Wishful Thinking leads to growth and change, which usually involves a level of risk, and taking risks requires courage. My initial reaction to taking risks usually involves fear, which usually leads to procrastination.
If so, keep reading . . . I have learned to use a series of activities to increase my courage and face my fears.
The idea of combining the steps into a diet came to me after reading the book “The Joy Diet” by life coach and Oprah magazine columnist, Martha Beck. I read “The Joy Diet” about 10 years ago, and immediately started using it to create more joy in my life.
Beck lists “Taking Risks” as the fifth step of her ten-step plan for finding joy.
She encourages us to take risks that make sense and are oriented in the direction we want to go. She has one warning: the risk must be scary. (That part was easy for me!)
I hope “My Courage Diet” helps and encourages you, as much as it has guided and supported me.
To get started, all you need is a pen, a piece of paper, and the wish to change your life, even just a little.
My Courage Diet
Begin by writing a list of all the brave or difficult-to-accomplish things you have done.
List every single challenge you have faced and every fear you have conquered. Remember, there was a time when tying your shoe, passing your driver’s test, and getting your first kiss, date, degree or job – seemed very, very scary.
Try not to think, just write. Set a timer for 15 minutes – writing and creating a deadline are essential parts of the process.
Then reread your list; fill-in any blanks; round-out the details and add any other brave acts that come to mind. (You can keep adding to the list forever!)

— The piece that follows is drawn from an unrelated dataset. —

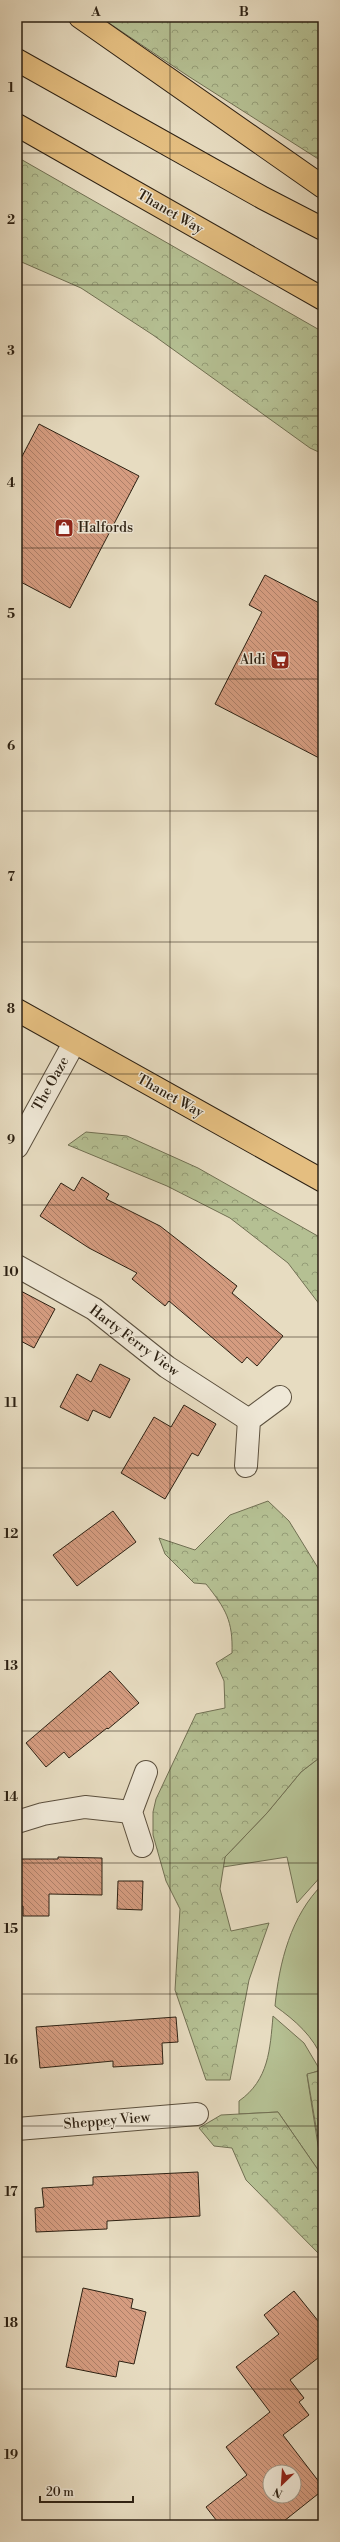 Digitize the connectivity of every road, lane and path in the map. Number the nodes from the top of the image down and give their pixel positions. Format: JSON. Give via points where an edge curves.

Each day, pick one item on the list to review and revisit. Take a minute to fully picture the scene and to feel the memories and sensations it brings. Remember how good it felt to face, achieve or complete the item . . .

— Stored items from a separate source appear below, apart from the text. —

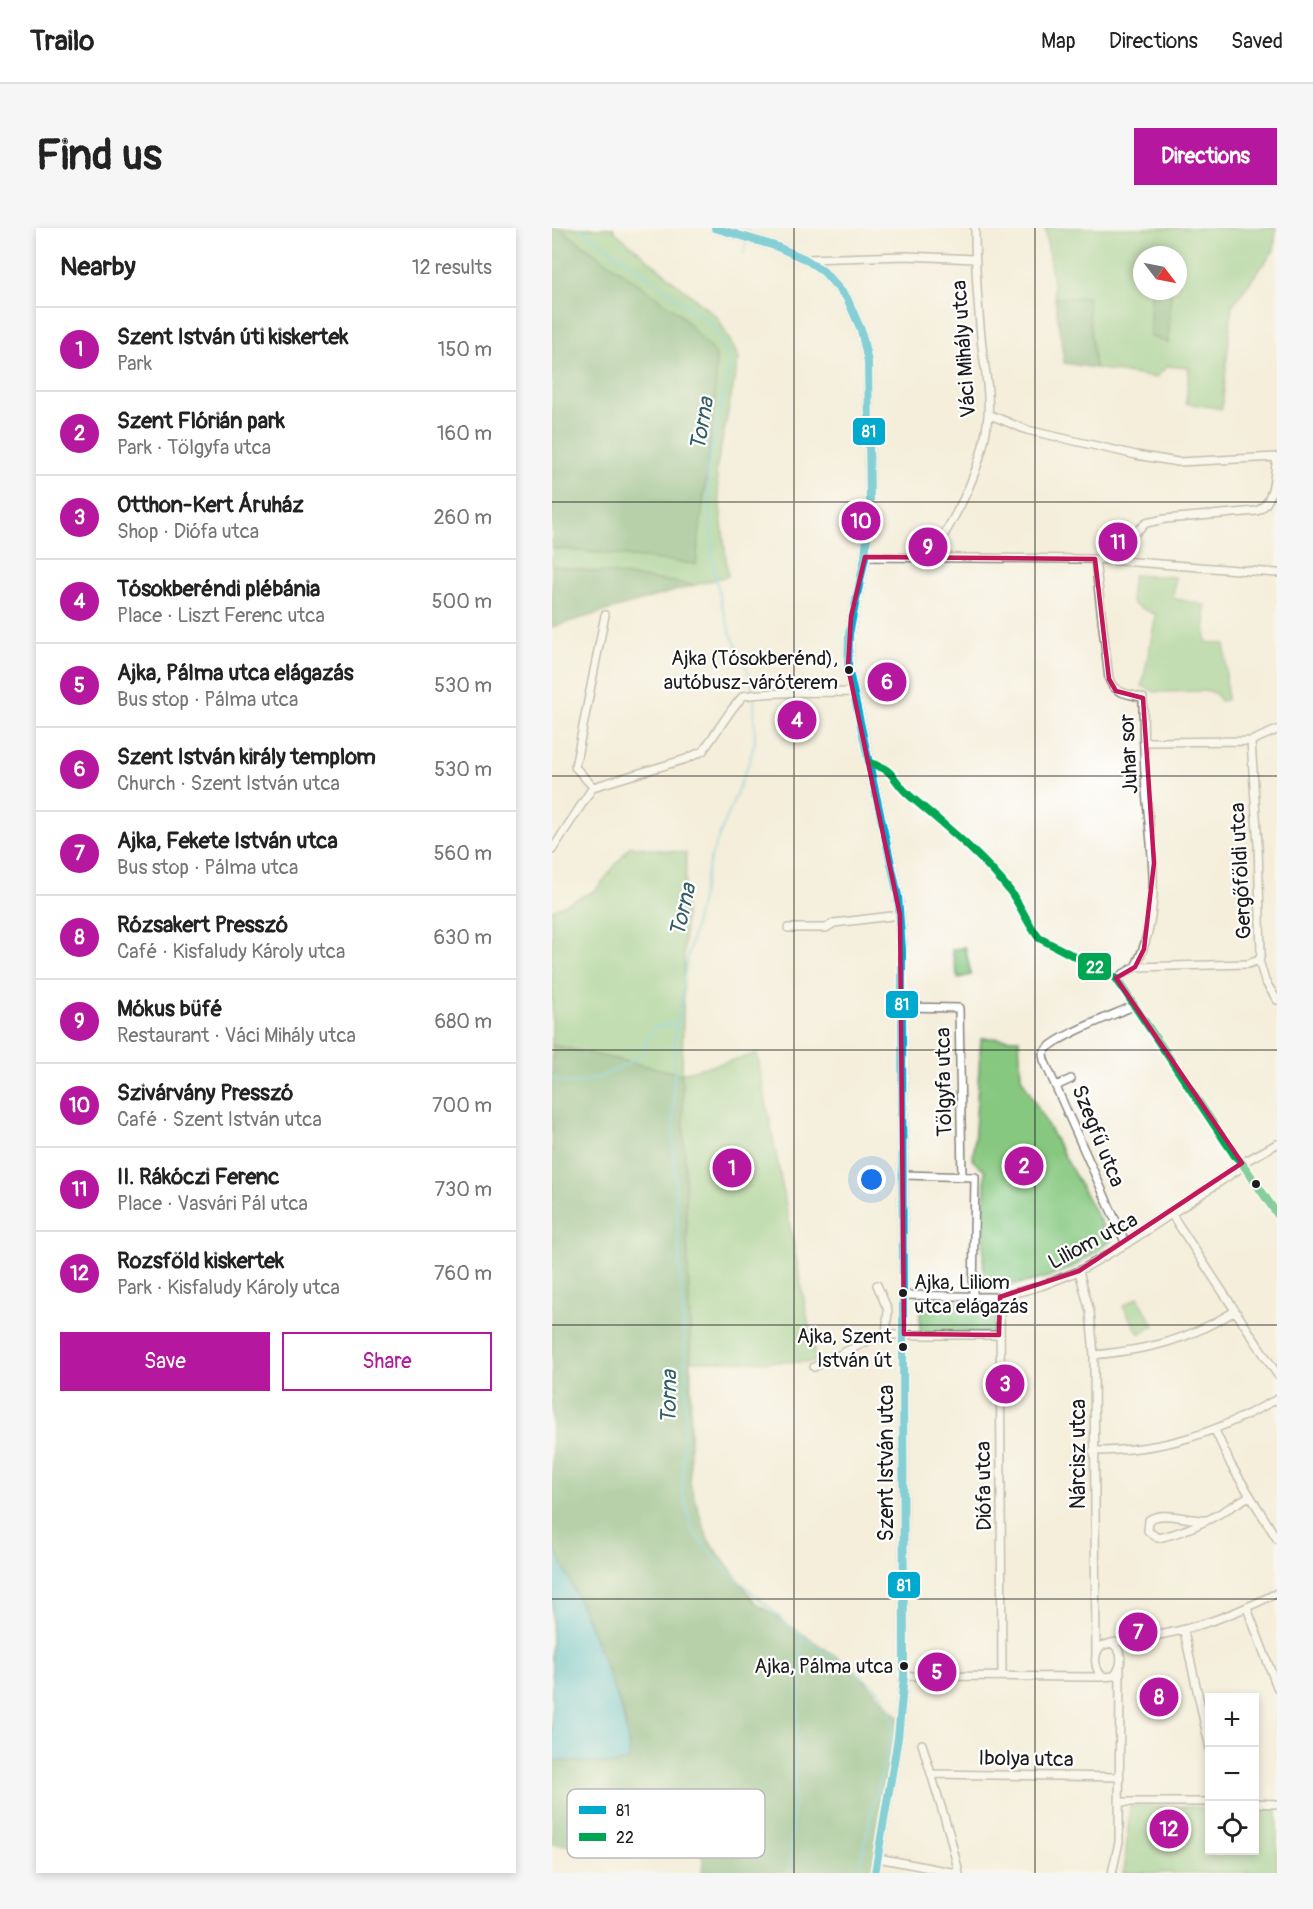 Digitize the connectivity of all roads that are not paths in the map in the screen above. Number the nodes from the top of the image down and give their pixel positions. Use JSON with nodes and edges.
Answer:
{"nodes":[{"id":1,"x":715,"y":228,"type":"edge"},
{"id":2,"x":975,"y":228,"type":"edge"},
{"id":3,"x":805,"y":259,"type":"junction"},
{"id":4,"x":975,"y":259,"type":"junction"},
{"id":5,"x":988,"y":414,"type":"junction"},
{"id":6,"x":1277,"y":457,"type":"edge"},
{"id":7,"x":865,"y":557,"type":"junction"},
{"id":8,"x":930,"y":558,"type":"junction"},
{"id":9,"x":1095,"y":559,"type":"junction"},
{"id":10,"x":1124,"y":561,"type":"junction"},
{"id":11,"x":1277,"y":573,"type":"edge"},
{"id":12,"x":605,"y":615,"type":"dead end"},
{"id":13,"x":853,"y":692,"type":"junction"},
{"id":14,"x":1277,"y":730,"type":"edge"},
{"id":15,"x":1251,"y":741,"type":"junction"},
{"id":16,"x":1144,"y":742,"type":"junction"},
{"id":17,"x":869,"y":763,"type":"junction"},
{"id":18,"x":593,"y":788,"type":"junction"},
{"id":19,"x":552,"y":850,"type":"edge"},
{"id":20,"x":900,"y":915,"type":"junction"},
{"id":21,"x":788,"y":928,"type":"dead end"},
{"id":22,"x":1259,"y":960,"type":"junction"},
{"id":23,"x":1134,"y":967,"type":"junction"},
{"id":24,"x":1116,"y":978,"type":"junction"},
{"id":25,"x":1277,"y":1000,"type":"edge"},
{"id":26,"x":1134,"y":1004,"type":"junction"},
{"id":27,"x":902,"y":1007,"type":"junction"},
{"id":28,"x":1071,"y":1079,"type":"dead end"},
{"id":29,"x":1056,"y":1086,"type":"junction"},
{"id":30,"x":1277,"y":1144,"type":"edge"},
{"id":31,"x":1242,"y":1163,"type":"junction"},
{"id":32,"x":903,"y":1175,"type":"junction"},
{"id":33,"x":962,"y":1177,"type":"junction"},
{"id":34,"x":1277,"y":1214,"type":"edge"},
{"id":35,"x":1172,"y":1215,"type":"junction"},
{"id":36,"x":1126,"y":1244,"type":"junction"},
{"id":37,"x":1079,"y":1271,"type":"junction"},
{"id":38,"x":877,"y":1285,"type":"dead end"},
{"id":39,"x":903,"y":1295,"type":"junction"},
{"id":40,"x":973,"y":1296,"type":"junction"},
{"id":41,"x":1000,"y":1296,"type":"junction"},
{"id":42,"x":1235,"y":1311,"type":"junction"},
{"id":43,"x":903,"y":1334,"type":"junction"},
{"id":44,"x":886,"y":1335,"type":"junction"},
{"id":45,"x":999,"y":1335,"type":"junction"},
{"id":46,"x":1094,"y":1355,"type":"junction"},
{"id":47,"x":814,"y":1367,"type":"dead end"},
{"id":48,"x":1277,"y":1374,"type":"edge"},
{"id":49,"x":1277,"y":1399,"type":"edge"},
{"id":50,"x":1215,"y":1430,"type":"junction"},
{"id":51,"x":1094,"y":1451,"type":"junction"},
{"id":52,"x":1249,"y":1496,"type":"junction"},
{"id":53,"x":1207,"y":1520,"type":"junction"},
{"id":54,"x":1277,"y":1539,"type":"edge"},
{"id":55,"x":1277,"y":1593,"type":"edge"},
{"id":56,"x":1247,"y":1608,"type":"junction"},
{"id":57,"x":1184,"y":1631,"type":"junction"},
{"id":58,"x":1098,"y":1642,"type":"junction"},
{"id":59,"x":1124,"y":1642,"type":"junction"},
{"id":60,"x":1111,"y":1643,"type":"junction"},
{"id":61,"x":1118,"y":1648,"type":"junction"},
{"id":62,"x":1096,"y":1668,"type":"junction"},
{"id":63,"x":1120,"y":1668,"type":"junction"},
{"id":64,"x":904,"y":1676,"type":"junction"},
{"id":65,"x":1002,"y":1676,"type":"junction"},
{"id":66,"x":1088,"y":1676,"type":"junction"},
{"id":67,"x":1114,"y":1676,"type":"junction"},
{"id":68,"x":1103,"y":1677,"type":"junction"},
{"id":69,"x":1120,"y":1687,"type":"junction"},
{"id":70,"x":1277,"y":1687,"type":"edge"},
{"id":71,"x":922,"y":1744,"type":"dead end"},
{"id":72,"x":1209,"y":1747,"type":"edge"},
{"id":73,"x":931,"y":1774,"type":"junction"},
{"id":74,"x":1120,"y":1777,"type":"junction"},
{"id":75,"x":1120,"y":1802,"type":"junction"},
{"id":76,"x":1205,"y":1802,"type":"edge"},
{"id":77,"x":1259,"y":1803,"type":"edge"},
{"id":78,"x":1277,"y":1803,"type":"edge"},
{"id":79,"x":878,"y":1858,"type":"junction"},
{"id":80,"x":875,"y":1873,"type":"edge"},
{"id":81,"x":957,"y":1873,"type":"edge"},
{"id":82,"x":1112,"y":1873,"type":"edge"}],
"edges":[{"from":1,"to":3,"type":"main road","name":"Szent István utca"},
{"from":2,"to":4,"type":"street"},
{"from":3,"to":4,"type":"street","name":"Váci Mihály utca"},
{"from":3,"to":7,"type":"main road","name":"Szent István utca"},
{"from":4,"to":5,"type":"street","name":"Váci Mihály utca"},
{"from":5,"to":6,"type":"street"},
{"from":5,"to":8,"type":"street","name":"Váci Mihály utca"},
{"from":6,"to":10,"type":"street"},
{"from":7,"to":8,"type":"street"},
{"from":7,"to":13,"type":"main road","name":"Szent István utca"},
{"from":8,"to":9,"type":"street"},
{"from":9,"to":10,"type":"street"},
{"from":9,"to":16,"type":"street","name":"Juhar sor"},
{"from":10,"to":11,"type":"street"},
{"from":12,"to":18,"type":"street"},
{"from":13,"to":17,"type":"main road","name":"Szent István utca"},
{"from":13,"to":18,"type":"street"},
{"from":14,"to":15,"type":"street"},
{"from":15,"to":16,"type":"street"},
{"from":15,"to":22,"type":"street","name":"Gergőföldi utca"},
{"from":16,"to":23,"type":"street","name":"Juhar sor"},
{"from":17,"to":20,"type":"main road","name":"Szent István utca"},
{"from":17,"to":24,"type":"street"},
{"from":18,"to":19,"type":"street"},
{"from":20,"to":21,"type":"street"},
{"from":20,"to":27,"type":"main road","name":"Szent István utca"},
{"from":22,"to":23,"type":"street","name":"Gergőföldi utca"},
{"from":22,"to":25,"type":"street"},
{"from":23,"to":24,"type":"street","name":"Gergőföldi utca"},
{"from":24,"to":26,"type":"street"},
{"from":26,"to":29,"type":"street"},
{"from":26,"to":31,"type":"street"},
{"from":27,"to":32,"type":"main road","name":"Szent István utca"},
{"from":27,"to":33,"type":"street","name":"Tölgyfa utca"},
{"from":28,"to":29,"type":"street","name":"Szegfű utca"},
{"from":29,"to":36,"type":"street","name":"Szegfű utca"},
{"from":30,"to":31,"type":"street","name":"Liliom utca"},
{"from":31,"to":34,"type":"street"},
{"from":31,"to":35,"type":"street","name":"Liliom utca"},
{"from":32,"to":33,"type":"street"},
{"from":32,"to":39,"type":"main road","name":"Szent István utca"},
{"from":33,"to":40,"type":"street"},
{"from":35,"to":36,"type":"street","name":"Liliom utca"},
{"from":35,"to":42,"type":"street"},
{"from":36,"to":37,"type":"street","name":"Liliom utca"},
{"from":37,"to":41,"type":"street","name":"Liliom utca"},
{"from":37,"to":46,"type":"street","name":"Nárcisz utca"},
{"from":38,"to":44,"type":"street"},
{"from":39,"to":40,"type":"street","name":"Liliom utca"},
{"from":39,"to":43,"type":"main road","name":"Szent István utca"},
{"from":40,"to":41,"type":"street","name":"Liliom utca"},
{"from":41,"to":45,"type":"street","name":"Diófa utca"},
{"from":42,"to":46,"type":"street"},
{"from":42,"to":48,"type":"street"},
{"from":43,"to":44,"type":"street"},
{"from":43,"to":45,"type":"street"},
{"from":43,"to":64,"type":"main road","name":"Szent István utca"},
{"from":44,"to":47,"type":"street"},
{"from":45,"to":65,"type":"street","name":"Diófa utca"},
{"from":46,"to":51,"type":"street","name":"Nárcisz utca"},
{"from":49,"to":50,"type":"street"},
{"from":50,"to":51,"type":"street"},
{"from":50,"to":52,"type":"street"},
{"from":51,"to":58,"type":"street","name":"Nárcisz utca"},
{"from":52,"to":53,"type":"street"},
{"from":52,"to":54,"type":"street"},
{"from":53,"to":53,"type":"street"},
{"from":55,"to":56,"type":"street"},
{"from":56,"to":57,"type":"street"},
{"from":56,"to":70,"type":"street"},
{"from":57,"to":59,"type":"street"},
{"from":57,"to":72,"type":"street"},
{"from":58,"to":60,"type":"street"},
{"from":58,"to":62,"type":"street","name":"Nárcisz utca"},
{"from":59,"to":60,"type":"street"},
{"from":59,"to":61,"type":"street"},
{"from":60,"to":61,"type":"street"},
{"from":61,"to":63,"type":"street"},
{"from":62,"to":66,"type":"street"},
{"from":62,"to":68,"type":"street"},
{"from":63,"to":67,"type":"street"},
{"from":63,"to":69,"type":"street"},
{"from":64,"to":65,"type":"street"},
{"from":64,"to":79,"type":"main road","name":"Szent István utca"},
{"from":65,"to":66,"type":"street"},
{"from":66,"to":68,"type":"street"},
{"from":67,"to":68,"type":"street"},
{"from":67,"to":69,"type":"street"},
{"from":69,"to":74,"type":"street"},
{"from":71,"to":73,"type":"street"},
{"from":73,"to":74,"type":"street","name":"Ibolya utca"},
{"from":73,"to":81,"type":"street"},
{"from":74,"to":75,"type":"street"},
{"from":75,"to":76,"type":"street"},
{"from":75,"to":82,"type":"street"},
{"from":77,"to":78,"type":"street"},
{"from":79,"to":80,"type":"main road","name":"Szent István utca"},
{"from":79,"to":81,"type":"street"}]}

Sixty seconds of reminiscing can bring you a flush of positive feelings and a nice boost of courage. (This part is really important so, please do it even if it seems silly.)

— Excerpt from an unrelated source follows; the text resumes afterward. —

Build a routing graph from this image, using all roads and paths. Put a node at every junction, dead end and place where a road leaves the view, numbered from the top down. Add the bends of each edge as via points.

Think of the music that gets you going and in a great mood.
For me “Eye of the Tiger” is a sure winner no matter what I am trying to conquer (no laughing, please). Kool and the Gang’s “Celebration” (no snickering, either) and Kenny Loggins’ “This is It” got me through my undergrad degree; Alaniss Morisette and Tina Turner kept me focused through relationship upheavals; classical music helped me with my Masters and Joe Cocker, Aretha Franklin and Iron & Wine’s “The Trapeze Swinger” kept me company in the Peace Corps.
It’s your pick, your list, your music.
Now, put the music in a format that is easy to access and then, listen to it! Once, twice, three times a day – at home, in the car, running, walking, whatever it takes to keep you feeling motivated.
Create a list of movies that have inspired you. Select movies based on real people, who have faced overwhelming challenges. People, who have stepped in and out of their comfort zones, and achieved their dreams.
“Rudy”, “Rocket Boys/October Sky”, “Cinderella Man”, “The Greatest Game Ever Played” and “Julie & Julia” are some of my favorites. I’ll also add “Tin Cup” to the list, it is not in my top 10, but there are some scenes I adore. (Remember all of this is up to you, it’s your choice. Be honest about what you love.)
Carve out time to watch these movies.
If you already love a movie, reading about it or watching the trailer will bring all the good feelings associated with it back to you. Or, simple, replay the film in your mind, remembering the scenes, music, and characters that made it special to you.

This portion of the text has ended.